Personal information
- Full name: Ishmael Rokitto Kipkurui
- Nationality: Kenya
- Born: 10 February 2005 (age 21) Baringo County, Kenya
- Height: 162 cm (5 ft 4 in)
- Weight: 52 kg (115 lb)

Sport
- Sport: Athletics
- Events: 3000 metres 5000 metres 10,000 metres
- College team: New Mexico Lobos
- Club: Central Rift
- Coached by: Julius Kirwa Barnaba Kitilit

Achievements and titles
- National finals: 2020 Kenyan U18 XC; • 6km XC, 5th; 2022 Kenyan Champs; • 5000m, 2nd ;
- Personal bests: 3000m: 7:38.06 (2023); 2 miles: 8:09.23 NU20R (2023); 5000m: 13:05.47 (2023); 10000m: 26:47.72 (2025);

Medal record
Men's athletics
Representing Kenya
World Cross Country Championships
| Gold medal – first place | 2024 Belgrade | Senior team |
| Gold medal – first place | 2023 Bathurst | U20 race |
| Gold medal – first place | 2023 Bathurst | U20 team |
| Silver medal – second place | 2026 Tallahassee | Senior team |

= Ishmael Kipkurui =

Kenyan runner (born 2005)

Ishmael Rokitto Kipkurui (born 10 February 2005), also spelled Ishmael Kipkirui, Ishmael Kirui, or Ismael Kipkurui, is a Kenyan middle- and long-distance runner. He was the individual winner of the 2023 World Cross Country Championships U20 race, leading his Kenyan team to a gold medal finish. He is also the Kenyan under-20 record-holder in the two miles run after his runner-up performance to Jakob Ingebrigtsen at the 2023 Meeting de Paris.

==Career==
After trying for and failing to make the Kenyan team at the 2021 World Athletics U20 Championships, Kipkurui would not make his international debut until 2022, qualifying for the African Championships by virtue of his 2nd-place finish at the Kenyan Athletics Championships in the 5000 m. At the championships, he finished 6th in 13:49.13, 13 seconds behind winner Hailemariyam Amare despite dealing with an injury.

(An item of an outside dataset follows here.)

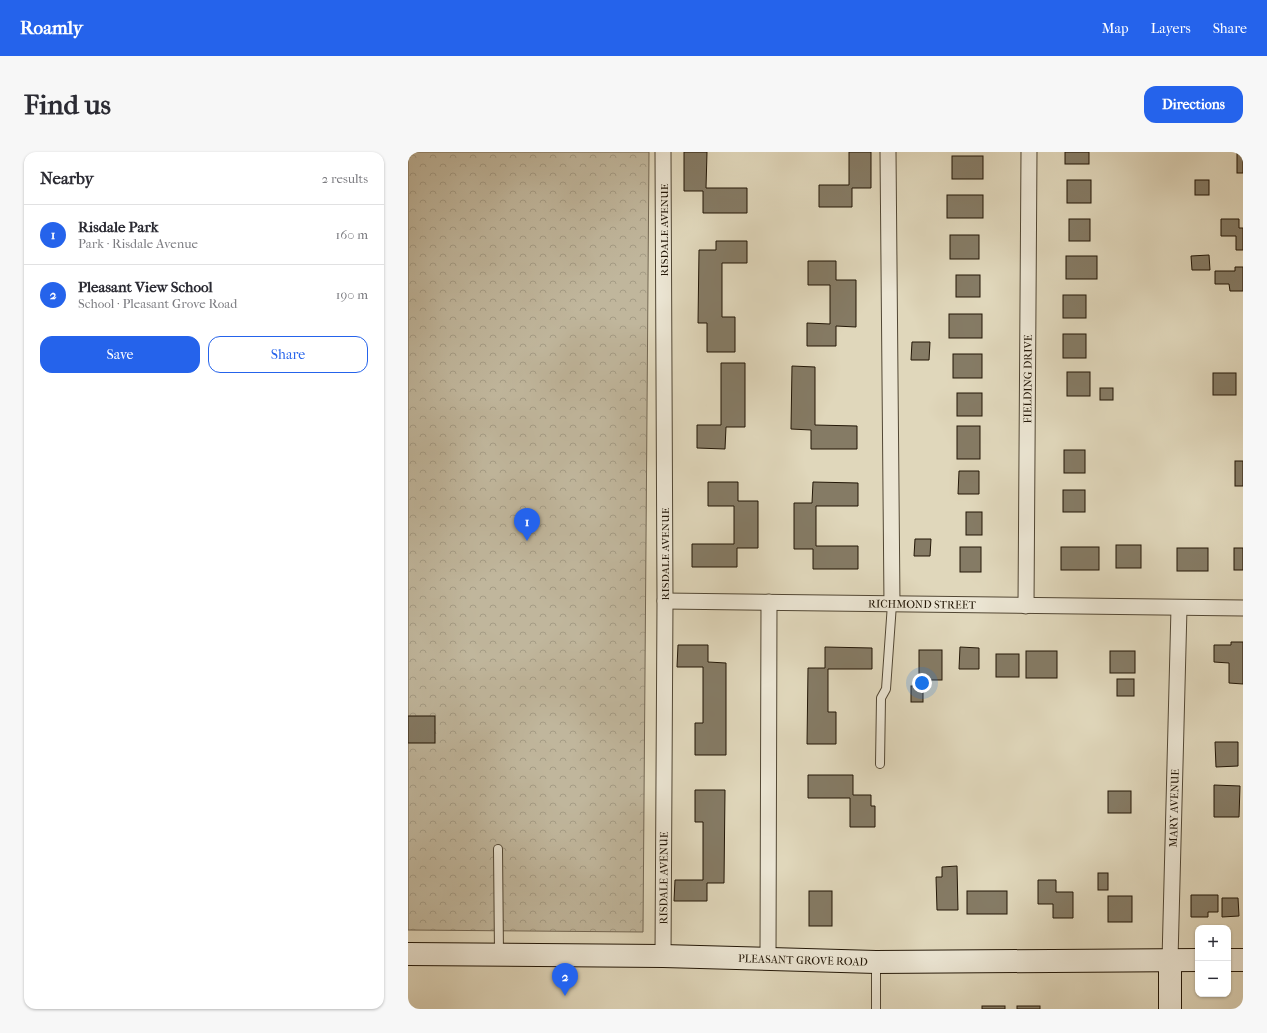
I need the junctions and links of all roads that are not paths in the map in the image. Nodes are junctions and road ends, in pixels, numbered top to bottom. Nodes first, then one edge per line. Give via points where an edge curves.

Kipkurui began his 2023 season at the 2023 World Athletics Cross Country Championships, competing in the U20 race. As the Kenyan team had trained together in a camp in Kigari, they had drafted a plan to use team tactics during the race, frequently checking on other athletes to encourage them to move together. He won the individual race in 24:29, helping Kenya score a victory over Ethiopia by just one point. Kipkurui followed up his win with another victory and personal best of 7:41.38 in the 3000 m at the Maurie Plant Meet - Melbourne.

Kipkurui only finished 4th at the Kenyan world championship trials in the 5000 m, behind Jacob Krop, Daniel Ebenyo, and Cornelius Kemboi. However, Simiyu was not selected for the Kenyan squad, opening up a final spot for Kipkirui to run in the 5000 m and advance to the finals. In the final, Kipkurui went with the early pace of 2:14 through the first two laps, but then broke from the pack and split a 62-second lap, leading the race for a full mile with no other athletes willing to catch him. After 2400 metres, the chase pack had reeled in Kipkurui, and Kipkurui would gradually fade from then on finishing 10th overall.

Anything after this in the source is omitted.